Way back when Makarov.com was still running, I bought one of the Bulgarian .22 conversions. It was one of 500 they had imported and as I had a Bulgarian Mak, I had to have one. The lettering on the box, and the instructions, at in Whatever language they speak in Bulgaria, but I found some English translations someplace online back then. The one magazine I have only holds 8 rounds and the sights on the slide are fixed, but I keep the conversion installed because it's more fun to shoot that way.

Reg T said...

Just a comment on your interest in the Ultradot line. I recently purchased an Ultradot LT for my Keltec PMR-30. I dropped the pistol _once_ - not landing on the Ultradot LT, but upon the muzzle of the pistol - and it ceased to function. Because it wasn't due to a defect in the sight, I sent it to them willing to pay to have the $250 sight repaired, but they said it was unrepairable.

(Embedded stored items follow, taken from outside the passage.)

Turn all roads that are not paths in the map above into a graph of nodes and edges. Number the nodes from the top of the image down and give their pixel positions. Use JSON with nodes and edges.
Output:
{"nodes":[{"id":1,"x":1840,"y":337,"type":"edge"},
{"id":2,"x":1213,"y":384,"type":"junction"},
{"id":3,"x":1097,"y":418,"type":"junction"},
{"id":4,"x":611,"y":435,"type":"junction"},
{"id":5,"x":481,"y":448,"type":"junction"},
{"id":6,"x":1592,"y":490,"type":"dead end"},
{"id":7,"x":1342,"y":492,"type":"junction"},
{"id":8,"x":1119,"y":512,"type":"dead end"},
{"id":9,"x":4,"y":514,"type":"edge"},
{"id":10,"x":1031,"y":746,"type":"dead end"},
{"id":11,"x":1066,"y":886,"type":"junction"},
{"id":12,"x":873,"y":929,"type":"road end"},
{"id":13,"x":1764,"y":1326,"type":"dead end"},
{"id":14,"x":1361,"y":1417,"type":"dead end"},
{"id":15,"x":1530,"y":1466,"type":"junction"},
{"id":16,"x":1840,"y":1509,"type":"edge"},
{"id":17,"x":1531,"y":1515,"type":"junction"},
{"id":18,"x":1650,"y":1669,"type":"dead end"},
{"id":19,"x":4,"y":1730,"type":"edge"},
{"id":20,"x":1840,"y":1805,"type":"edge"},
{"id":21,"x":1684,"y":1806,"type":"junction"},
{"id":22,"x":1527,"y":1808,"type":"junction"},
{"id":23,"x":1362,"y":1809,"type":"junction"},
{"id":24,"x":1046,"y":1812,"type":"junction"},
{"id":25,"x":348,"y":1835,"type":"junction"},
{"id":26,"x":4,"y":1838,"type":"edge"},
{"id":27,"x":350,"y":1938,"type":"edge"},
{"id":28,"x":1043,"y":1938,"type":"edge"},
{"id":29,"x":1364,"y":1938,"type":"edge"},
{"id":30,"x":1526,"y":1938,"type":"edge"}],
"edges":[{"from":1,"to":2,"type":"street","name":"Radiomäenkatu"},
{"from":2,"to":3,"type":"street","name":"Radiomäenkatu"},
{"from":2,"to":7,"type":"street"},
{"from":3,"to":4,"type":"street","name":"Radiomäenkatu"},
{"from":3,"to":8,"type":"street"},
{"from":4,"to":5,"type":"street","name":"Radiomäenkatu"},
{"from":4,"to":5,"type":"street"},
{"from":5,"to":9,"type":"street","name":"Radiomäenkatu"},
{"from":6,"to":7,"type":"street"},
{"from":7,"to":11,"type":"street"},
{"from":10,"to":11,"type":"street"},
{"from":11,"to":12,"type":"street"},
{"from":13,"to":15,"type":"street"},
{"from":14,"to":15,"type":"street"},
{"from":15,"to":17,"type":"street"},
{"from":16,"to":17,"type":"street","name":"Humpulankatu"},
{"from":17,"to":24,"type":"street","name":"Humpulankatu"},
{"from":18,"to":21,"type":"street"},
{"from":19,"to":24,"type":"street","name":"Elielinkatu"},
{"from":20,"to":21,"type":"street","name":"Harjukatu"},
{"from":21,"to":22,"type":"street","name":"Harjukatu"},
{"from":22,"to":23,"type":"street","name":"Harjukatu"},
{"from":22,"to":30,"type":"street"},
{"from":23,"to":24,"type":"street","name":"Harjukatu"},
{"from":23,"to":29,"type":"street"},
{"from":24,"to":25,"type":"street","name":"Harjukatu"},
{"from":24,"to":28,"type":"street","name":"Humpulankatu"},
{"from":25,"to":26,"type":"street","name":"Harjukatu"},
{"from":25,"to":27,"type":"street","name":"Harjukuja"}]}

Yes, the fault was mine, but a sight this weak - compared to other red dot sights which I've had which _could_ take some abuse before failing - leaves me unwilling to spend any further money on anything they produce. I don't know which part of the electronics (the laser, perhaps?) which failed, but the fact that it was unrepairable speaks poorly to the quality of their sights. YMMV.